[Dataset records]
::::

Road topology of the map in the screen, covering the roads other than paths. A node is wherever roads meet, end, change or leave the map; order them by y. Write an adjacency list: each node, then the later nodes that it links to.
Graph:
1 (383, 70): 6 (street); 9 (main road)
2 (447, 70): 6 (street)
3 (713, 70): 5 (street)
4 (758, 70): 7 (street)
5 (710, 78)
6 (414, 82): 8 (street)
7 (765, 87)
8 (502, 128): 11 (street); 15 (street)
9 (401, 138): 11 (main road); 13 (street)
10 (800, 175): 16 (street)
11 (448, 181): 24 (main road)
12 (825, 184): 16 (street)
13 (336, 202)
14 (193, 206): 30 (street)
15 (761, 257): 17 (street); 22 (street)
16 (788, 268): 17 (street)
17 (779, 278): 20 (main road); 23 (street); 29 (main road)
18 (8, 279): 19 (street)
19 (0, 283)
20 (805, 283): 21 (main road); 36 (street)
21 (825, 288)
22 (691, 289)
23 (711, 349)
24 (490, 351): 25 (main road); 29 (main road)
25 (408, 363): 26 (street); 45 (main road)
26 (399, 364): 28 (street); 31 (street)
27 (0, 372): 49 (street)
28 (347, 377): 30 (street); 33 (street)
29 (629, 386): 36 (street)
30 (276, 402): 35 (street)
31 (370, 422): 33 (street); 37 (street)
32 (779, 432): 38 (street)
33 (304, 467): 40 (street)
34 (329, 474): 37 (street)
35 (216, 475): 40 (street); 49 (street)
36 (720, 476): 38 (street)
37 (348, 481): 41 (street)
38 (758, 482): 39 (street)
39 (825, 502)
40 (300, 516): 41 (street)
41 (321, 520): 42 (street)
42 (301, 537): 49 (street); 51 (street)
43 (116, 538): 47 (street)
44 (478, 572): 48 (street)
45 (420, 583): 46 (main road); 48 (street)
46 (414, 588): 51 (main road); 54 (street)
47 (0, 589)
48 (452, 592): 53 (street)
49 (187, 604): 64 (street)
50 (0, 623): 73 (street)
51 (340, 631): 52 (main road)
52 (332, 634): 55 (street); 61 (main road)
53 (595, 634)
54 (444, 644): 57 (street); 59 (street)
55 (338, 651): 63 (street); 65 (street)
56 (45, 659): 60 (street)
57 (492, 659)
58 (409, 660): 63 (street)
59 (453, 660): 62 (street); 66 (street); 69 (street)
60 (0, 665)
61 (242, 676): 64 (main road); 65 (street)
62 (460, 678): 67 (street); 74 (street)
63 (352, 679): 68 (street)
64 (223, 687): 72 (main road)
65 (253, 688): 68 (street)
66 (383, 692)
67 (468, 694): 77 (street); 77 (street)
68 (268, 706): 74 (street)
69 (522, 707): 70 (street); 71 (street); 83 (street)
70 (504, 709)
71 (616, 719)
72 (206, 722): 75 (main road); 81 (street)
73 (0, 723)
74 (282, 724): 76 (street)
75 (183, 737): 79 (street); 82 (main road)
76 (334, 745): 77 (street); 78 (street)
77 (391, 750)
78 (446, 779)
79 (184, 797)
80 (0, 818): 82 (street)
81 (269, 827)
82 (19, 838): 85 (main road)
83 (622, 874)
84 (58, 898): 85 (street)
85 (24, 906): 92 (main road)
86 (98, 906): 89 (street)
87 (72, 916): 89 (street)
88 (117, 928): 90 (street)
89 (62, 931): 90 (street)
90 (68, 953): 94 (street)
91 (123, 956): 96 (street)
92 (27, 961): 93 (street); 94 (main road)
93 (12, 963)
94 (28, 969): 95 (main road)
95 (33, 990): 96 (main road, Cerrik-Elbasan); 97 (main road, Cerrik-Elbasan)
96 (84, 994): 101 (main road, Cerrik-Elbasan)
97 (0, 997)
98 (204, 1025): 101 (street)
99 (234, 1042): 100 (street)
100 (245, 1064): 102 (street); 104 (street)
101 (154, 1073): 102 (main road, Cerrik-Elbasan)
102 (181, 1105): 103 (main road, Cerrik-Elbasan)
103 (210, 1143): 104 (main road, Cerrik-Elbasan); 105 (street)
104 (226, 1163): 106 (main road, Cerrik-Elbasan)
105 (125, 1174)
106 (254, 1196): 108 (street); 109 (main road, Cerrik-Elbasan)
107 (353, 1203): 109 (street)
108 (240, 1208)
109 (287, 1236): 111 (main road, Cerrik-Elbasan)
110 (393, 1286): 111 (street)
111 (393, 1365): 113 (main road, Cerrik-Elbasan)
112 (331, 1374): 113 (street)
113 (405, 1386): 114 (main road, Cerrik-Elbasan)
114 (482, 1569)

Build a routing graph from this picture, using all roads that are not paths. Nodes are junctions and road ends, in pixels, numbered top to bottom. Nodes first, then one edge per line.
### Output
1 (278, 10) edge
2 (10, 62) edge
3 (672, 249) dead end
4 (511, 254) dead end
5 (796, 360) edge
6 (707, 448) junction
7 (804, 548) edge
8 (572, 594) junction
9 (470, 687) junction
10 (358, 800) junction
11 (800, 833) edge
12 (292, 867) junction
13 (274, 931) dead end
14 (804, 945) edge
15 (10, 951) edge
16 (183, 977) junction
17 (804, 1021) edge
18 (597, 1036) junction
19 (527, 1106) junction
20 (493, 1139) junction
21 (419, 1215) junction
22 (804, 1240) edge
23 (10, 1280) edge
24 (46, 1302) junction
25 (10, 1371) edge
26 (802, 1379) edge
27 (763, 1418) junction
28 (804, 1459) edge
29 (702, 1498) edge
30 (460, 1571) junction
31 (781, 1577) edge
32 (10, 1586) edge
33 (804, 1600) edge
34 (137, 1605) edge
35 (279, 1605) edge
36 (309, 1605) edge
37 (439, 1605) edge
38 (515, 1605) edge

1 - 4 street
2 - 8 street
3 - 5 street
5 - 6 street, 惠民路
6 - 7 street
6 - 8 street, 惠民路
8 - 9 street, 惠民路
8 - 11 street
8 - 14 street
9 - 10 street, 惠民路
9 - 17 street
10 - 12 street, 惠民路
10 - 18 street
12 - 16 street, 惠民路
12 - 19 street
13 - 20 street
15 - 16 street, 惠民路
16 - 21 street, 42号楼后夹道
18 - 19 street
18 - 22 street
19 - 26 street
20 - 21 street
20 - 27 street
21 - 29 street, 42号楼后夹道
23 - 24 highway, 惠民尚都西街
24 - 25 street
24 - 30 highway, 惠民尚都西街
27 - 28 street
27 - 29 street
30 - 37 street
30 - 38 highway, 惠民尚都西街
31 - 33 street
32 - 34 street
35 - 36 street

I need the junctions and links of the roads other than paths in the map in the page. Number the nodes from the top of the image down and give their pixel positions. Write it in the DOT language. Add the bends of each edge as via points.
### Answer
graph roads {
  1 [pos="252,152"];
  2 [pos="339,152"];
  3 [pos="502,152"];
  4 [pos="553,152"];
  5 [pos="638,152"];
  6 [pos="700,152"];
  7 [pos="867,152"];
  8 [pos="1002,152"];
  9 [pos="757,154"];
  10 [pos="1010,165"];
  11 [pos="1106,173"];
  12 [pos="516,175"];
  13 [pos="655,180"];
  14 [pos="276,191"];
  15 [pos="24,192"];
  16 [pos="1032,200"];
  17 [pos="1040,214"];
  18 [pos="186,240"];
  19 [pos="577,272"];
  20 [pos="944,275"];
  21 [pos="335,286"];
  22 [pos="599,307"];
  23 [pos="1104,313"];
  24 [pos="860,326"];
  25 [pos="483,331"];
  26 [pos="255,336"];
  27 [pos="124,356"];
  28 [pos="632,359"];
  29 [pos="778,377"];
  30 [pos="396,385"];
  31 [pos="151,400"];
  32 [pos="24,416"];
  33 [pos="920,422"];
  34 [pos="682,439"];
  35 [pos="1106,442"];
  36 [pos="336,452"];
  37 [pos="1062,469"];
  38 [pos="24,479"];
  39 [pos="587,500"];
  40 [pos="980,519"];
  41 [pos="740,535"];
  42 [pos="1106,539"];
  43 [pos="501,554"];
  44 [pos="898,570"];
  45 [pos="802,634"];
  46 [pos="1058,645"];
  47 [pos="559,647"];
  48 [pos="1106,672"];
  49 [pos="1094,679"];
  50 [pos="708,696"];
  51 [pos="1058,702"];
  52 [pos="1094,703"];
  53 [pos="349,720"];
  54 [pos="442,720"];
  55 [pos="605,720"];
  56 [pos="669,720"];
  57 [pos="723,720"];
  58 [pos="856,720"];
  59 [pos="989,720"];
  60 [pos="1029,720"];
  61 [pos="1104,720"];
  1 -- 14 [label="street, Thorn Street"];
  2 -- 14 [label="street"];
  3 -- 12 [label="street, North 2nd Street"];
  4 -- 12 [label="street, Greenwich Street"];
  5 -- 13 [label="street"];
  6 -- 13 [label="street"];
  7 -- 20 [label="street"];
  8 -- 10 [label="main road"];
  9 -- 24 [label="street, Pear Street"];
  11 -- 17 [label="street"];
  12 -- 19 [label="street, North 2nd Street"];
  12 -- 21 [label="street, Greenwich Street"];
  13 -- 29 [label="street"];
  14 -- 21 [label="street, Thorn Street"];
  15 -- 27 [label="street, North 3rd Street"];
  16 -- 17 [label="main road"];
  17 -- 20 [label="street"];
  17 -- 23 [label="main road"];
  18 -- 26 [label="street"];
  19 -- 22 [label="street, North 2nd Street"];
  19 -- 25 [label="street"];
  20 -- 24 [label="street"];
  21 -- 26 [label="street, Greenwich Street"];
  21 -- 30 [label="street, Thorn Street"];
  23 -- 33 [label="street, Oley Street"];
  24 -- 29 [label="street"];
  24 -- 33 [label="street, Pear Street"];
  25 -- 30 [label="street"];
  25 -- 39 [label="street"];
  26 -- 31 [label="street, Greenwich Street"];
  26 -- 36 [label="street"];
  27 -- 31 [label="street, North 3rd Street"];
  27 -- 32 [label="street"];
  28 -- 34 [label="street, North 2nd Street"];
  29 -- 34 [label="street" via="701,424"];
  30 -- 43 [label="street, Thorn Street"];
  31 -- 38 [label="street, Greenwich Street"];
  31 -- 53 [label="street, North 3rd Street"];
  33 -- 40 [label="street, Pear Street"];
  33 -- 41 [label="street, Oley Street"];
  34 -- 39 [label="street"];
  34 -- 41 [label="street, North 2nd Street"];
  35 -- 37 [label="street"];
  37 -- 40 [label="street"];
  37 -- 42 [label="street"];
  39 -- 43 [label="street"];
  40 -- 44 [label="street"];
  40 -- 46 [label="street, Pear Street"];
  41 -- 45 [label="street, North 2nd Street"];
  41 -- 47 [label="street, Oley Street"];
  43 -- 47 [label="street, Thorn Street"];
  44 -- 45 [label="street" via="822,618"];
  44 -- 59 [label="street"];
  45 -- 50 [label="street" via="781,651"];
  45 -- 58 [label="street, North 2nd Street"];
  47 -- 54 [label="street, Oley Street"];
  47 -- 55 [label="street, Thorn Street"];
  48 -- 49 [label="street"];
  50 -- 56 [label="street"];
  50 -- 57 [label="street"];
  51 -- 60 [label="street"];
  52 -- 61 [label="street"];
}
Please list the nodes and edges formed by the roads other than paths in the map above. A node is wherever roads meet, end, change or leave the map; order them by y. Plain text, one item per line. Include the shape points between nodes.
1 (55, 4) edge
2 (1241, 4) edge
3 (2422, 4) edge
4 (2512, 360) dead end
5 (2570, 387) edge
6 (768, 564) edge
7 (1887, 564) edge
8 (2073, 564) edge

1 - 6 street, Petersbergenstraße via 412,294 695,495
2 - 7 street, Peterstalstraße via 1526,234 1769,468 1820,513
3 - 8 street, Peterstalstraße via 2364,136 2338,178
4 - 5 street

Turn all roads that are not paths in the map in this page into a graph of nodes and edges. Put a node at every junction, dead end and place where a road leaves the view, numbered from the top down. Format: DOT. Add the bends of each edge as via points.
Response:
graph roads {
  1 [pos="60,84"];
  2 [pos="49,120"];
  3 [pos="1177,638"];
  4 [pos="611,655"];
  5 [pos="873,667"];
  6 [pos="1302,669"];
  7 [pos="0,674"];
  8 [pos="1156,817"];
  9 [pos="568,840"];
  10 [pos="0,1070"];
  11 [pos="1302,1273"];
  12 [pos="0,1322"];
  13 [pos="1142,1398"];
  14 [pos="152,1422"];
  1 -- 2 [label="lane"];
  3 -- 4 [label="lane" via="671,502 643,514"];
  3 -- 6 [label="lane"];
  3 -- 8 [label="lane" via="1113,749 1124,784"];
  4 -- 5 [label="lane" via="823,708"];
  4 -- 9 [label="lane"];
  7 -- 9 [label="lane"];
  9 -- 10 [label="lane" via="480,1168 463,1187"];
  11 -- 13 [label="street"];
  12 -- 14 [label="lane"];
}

::::

What this task involves: Please copy out each line in the entries that mentions the string "dead".

Worked solution:
3 (672, 249) dead end
4 (511, 254) dead end
13 (274, 931) dead end
4 (2512, 360) dead end
Turn all roads that are not paths in the map in this page into a graph of nodes and edges. Put a node at every junction, dead end and place where a road leaves the view, numbered from the top down. Format: DOT. Add the bends of each edge as via points.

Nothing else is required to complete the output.